United Airlines anticipates unit revenue and capacity declines in the first quarter, following the cancellation of roughly 35,000 flights due to severe weather.
The Chicago-based carrier expects a 1.5% to 2.5% decrease in consolidated passenger revenue per available seat mile (PRASM) during the period, according to an investor update on 8 April. The weather-related cancellations decreased this number by 1.5 percentage points.
United expected first quarter PRASM to decrease by 0.5% to 2.5% in February.
Consolidate capacity decreased roughly 0.3%, following a 1.2% reduction in domestic capacity and 1% increase in international capacity, during the quarter.
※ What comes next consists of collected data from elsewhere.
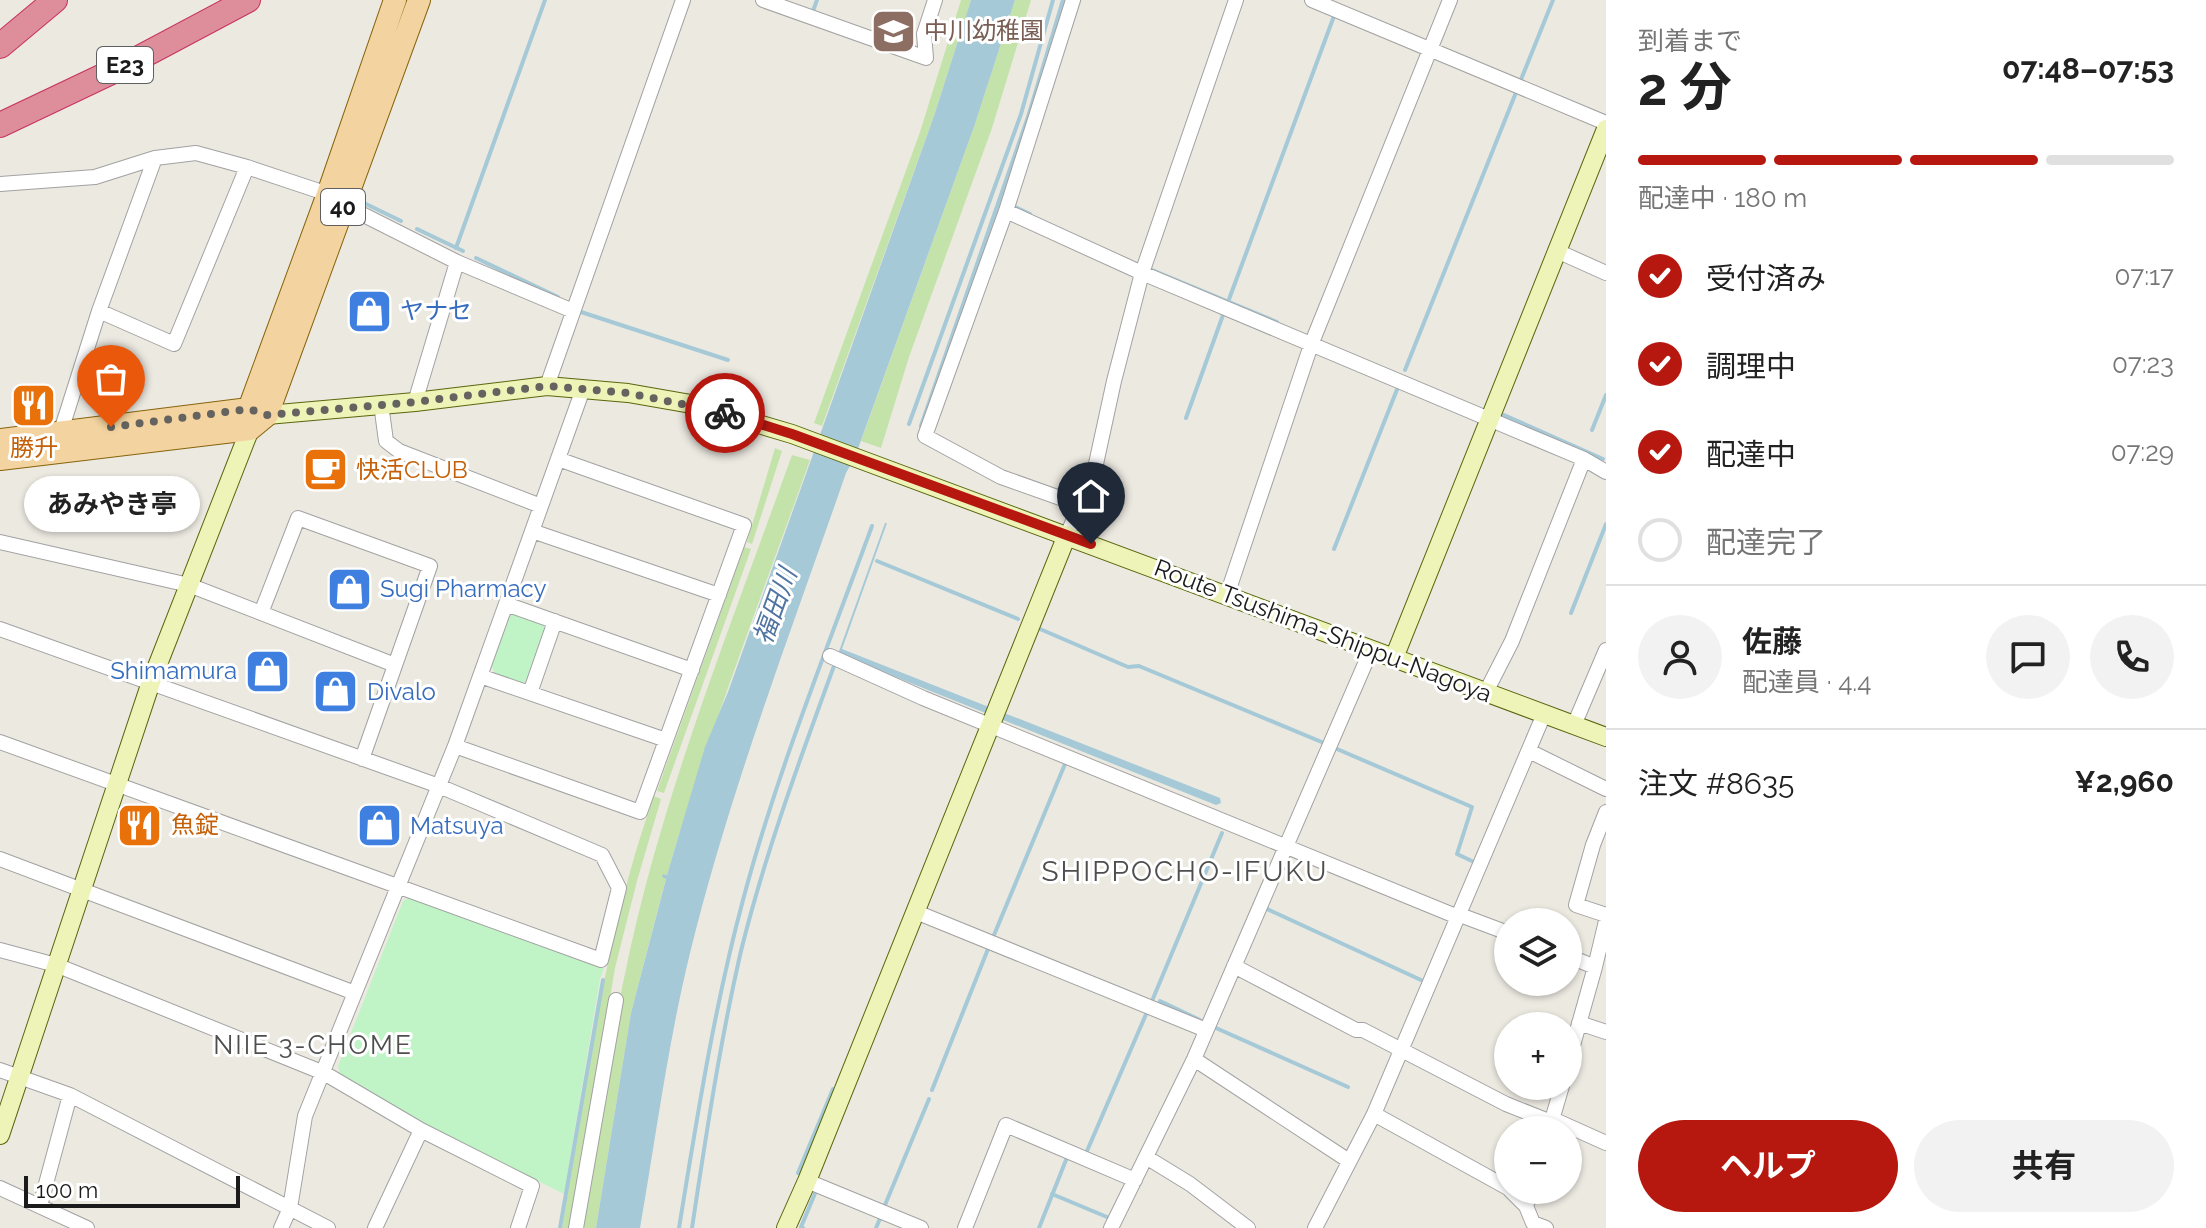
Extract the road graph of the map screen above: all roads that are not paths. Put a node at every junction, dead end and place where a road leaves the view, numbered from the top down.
1 (55, 0) edge
2 (248, 0) edge
3 (395, 0) edge
4 (419, 0) edge
5 (683, 0) edge
6 (763, 0) edge
7 (935, 0) edge
8 (1073, 0) edge
9 (1236, 0) edge
10 (1312, 0) edge
11 (1450, 0) edge
12 (0, 46) edge
13 (1430, 50) junction
14 (0, 125) edge
15 (1606, 126) edge
16 (155, 158) junction
17 (247, 167) junction
18 (0, 184) edge
19 (336, 200) junction
20 (1006, 211) junction
21 (1557, 251) junction
22 (457, 262) junction
23 (1142, 273) junction
24 (1606, 273) edge
25 (99, 311) junction
26 (573, 311) junction
27 (1311, 345) junction
28 (547, 386) junction
29 (583, 389) junction
30 (415, 402) junction
31 (381, 404) junction
32 (255, 418) junction
33 (1490, 420) junction
34 (60, 434) junction
35 (0, 440) edge
36 (0, 459) edge
37 (558, 459) junction
38 (1584, 459) junction
39 (1606, 472) edge
40 (1080, 505) junction
41 (541, 506) junction
42 (532, 531) junction
43 (1067, 535) junction
44 (0, 542) edge
45 (189, 585) junction
46 (719, 595) junction
47 (1227, 595) junction
48 (506, 604) junction
49 (261, 613) junction
50 (555, 621) junction
51 (0, 629) edge
52 (1371, 650) junction
53 (1606, 650) edge
54 (830, 656) dead end
55 (1394, 658) junction
56 (395, 665) junction
57 (692, 670) junction
58 (480, 676) junction
59 (151, 682) junction
60 (1486, 692) junction
61 (530, 693) junction
62 (1544, 714) junction
63 (994, 717) junction
64 (1574, 725) junction
65 (1606, 737) edge
66 (666, 740) junction
67 (0, 742) edge
68 (455, 746) junction
69 (1529, 751) junction
70 (362, 759) junction
71 (116, 783) junction
72 (439, 786) junction
73 (1606, 789) edge
74 (1606, 812) edge
75 (1286, 847) junction
76 (0, 859) edge
77 (399, 887) junction
78 (81, 889) junction
79 (916, 912) junction
80 (1459, 916) junction
81 (1606, 918) edge
82 (1494, 928) edge
83 (0, 950) edge
84 (56, 965) junction
85 (1234, 966) junction
86 (1598, 974) edge
87 (355, 993) junction
88 (616, 1000) dead end
89 (1582, 1015) edge
90 (1582, 1024) edge
91 (1206, 1030) junction
92 (1606, 1032) edge
93 (1401, 1051) junction
94 (1194, 1059) junction
95 (0, 1070) edge
96 (324, 1073) junction
97 (21, 1077) junction
98 (70, 1095) junction
99 (1374, 1114) junction
100 (1530, 1116) edge
101 (421, 1130) junction
102 (1582, 1132) edge
103 (0, 1135) edge
104 (1606, 1143) edge
105 (1146, 1157) junction
106 (1349, 1161) junction
107 (1135, 1180) junction
108 (807, 1181) junction
109 (1494, 1181) edge
110 (0, 1188) edge
111 (40, 1206) junction
112 (1526, 1206) edge
113 (290, 1208) junction
114 (1537, 1226) edge
115 (87, 1228) edge
116 (281, 1228) edge
117 (328, 1228) edge
118 (375, 1228) edge
119 (518, 1228) edge
120 (576, 1228) edge
121 (786, 1228) edge
122 (921, 1228) edge
123 (965, 1228) edge
124 (1111, 1228) edge
125 (1248, 1228) edge
126 (1315, 1228) edge

1 - 12 highway
2 - 14 highway, E23
3 - 19 main road, 40
4 - 19 main road, 40
5 - 26 street
6 - 7 street
8 - 20 street
9 - 23 street
10 - 13 street
11 - 13 street
13 - 15 street
13 - 27 street
15 - 21 street
16 - 17 street
16 - 18 street
16 - 25 street
17 - 19 street
17 - 25 street
19 - 22 street
19 - 32 main road, 40
20 - 23 street
20 - 40 street
21 - 24 street
21 - 33 street
22 - 26 street
22 - 30 street
23 - 27 street
23 - 40 street
25 - 34 street
26 - 28 street
27 - 33 street
27 - 47 street
28 - 29 street, Route Tsushima-Shippu-Nagoya
28 - 30 street, Route Tsushima-Shippu-Nagoya
29 - 37 street
29 - 43 street, Route Tsushima-Shippu-Nagoya
30 - 31 street, Route Tsushima-Shippu-Nagoya
31 - 32 street, Route Tsushima-Shippu-Nagoya
31 - 41 street
32 - 34 main road
32 - 36 main road
32 - 45 street
33 - 38 street
33 - 55 street
34 - 35 main road
37 - 41 street
37 - 46 street
38 - 39 street
38 - 60 street
40 - 43 street
41 - 42 street
42 - 46 street
42 - 48 street
43 - 47 street, Route Tsushima-Shippu-Nagoya
43 - 63 street
44 - 45 street
45 - 49 street
45 - 59 street
46 - 57 street
47 - 52 street, Route Tsushima-Shippu-Nagoya
48 - 50 street
48 - 58 street
49 - 56 street
49 - 56 street
50 - 57 street
50 - 61 street
51 - 59 street
52 - 55 street, Route Tsushima-Shippu-Nagoya
52 - 75 street
53 - 64 street
54 - 63 street
55 - 60 street, Route Tsushima-Shippu-Nagoya
56 - 70 street
57 - 66 street
58 - 61 street
58 - 68 street
59 - 70 street
59 - 71 street
60 - 62 street, Route Tsushima-Shippu-Nagoya
61 - 66 street
62 - 64 street, Route Tsushima-Shippu-Nagoya
62 - 69 street
63 - 75 street
63 - 79 street
64 - 65 street, Route Tsushima-Shippu-Nagoya
66 - 68 street
67 - 71 street
68 - 72 street
69 - 73 street
69 - 80 street
70 - 72 street
71 - 77 street
71 - 78 street
72 - 77 street
72 - 77 street
74 - 81 street
75 - 80 street
75 - 85 street
76 - 78 street
77 - 87 street
78 - 84 street
78 - 87 street
79 - 91 street
79 - 108 street
80 - 82 street
80 - 93 street
81 - 86 street
83 - 84 street
84 - 96 street
84 - 97 street
85 - 91 street
85 - 93 street
86 - 89 street
87 - 96 street
88 - 120 street
90 - 92 street
91 - 94 street
93 - 99 street
93 - 100 street
94 - 105 street
94 - 106 street
95 - 97 street
96 - 101 street
96 - 113 street
97 - 98 street
97 - 103 street
98 - 111 street
98 - 113 street
99 - 106 street
99 - 109 street
101 - 118 street
101 - 119 street
102 - 104 street
105 - 107 street
105 - 125 street
106 - 126 street
107 - 123 street
107 - 124 street
108 - 121 street
108 - 122 street
110 - 111 street
111 - 115 street
112 - 114 street
113 - 116 street
113 - 117 street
About 30,000 of the 35,000 flights that United cancelled were regional flights.
Consolidated traffic was also down 0.3% during the three months ending in March, according to a traffic update from the carrier.
Consolidated costs per available seat mile (CASM) excluding fuel, profit sharing and third-party expenses are a bright spot at United. It expects these to increase by 3% to 4% during the quarter, which is 0.5 percentage points better than the guidance it provided in January.
“Despite reduced capacity, increased expenses related to out-of-position crews, and what we can only imagine is a new record for glycol consumption, United is guiding to consolidated ex-fuel/profit/third-party CASM… slightly better than their initial [guidance],” writes JP Morgan analyst Jamie Baker. “An impressive outcome, in our view.”
Despite the unit cost improvements, JP Morgan has widened its quarterly loss projection for United due to the poor revenue numbers, he says.
United anticipates an average cost of fuel of $3.16 to $3.21 per gallon, which is up from an expected $3.08 to $3.13 per gallon in January.
Gross capital expenditures are expected to total $730 million to $750 million in the quarter.
United anticipates debt and lease payments of roughly $640 million during the period.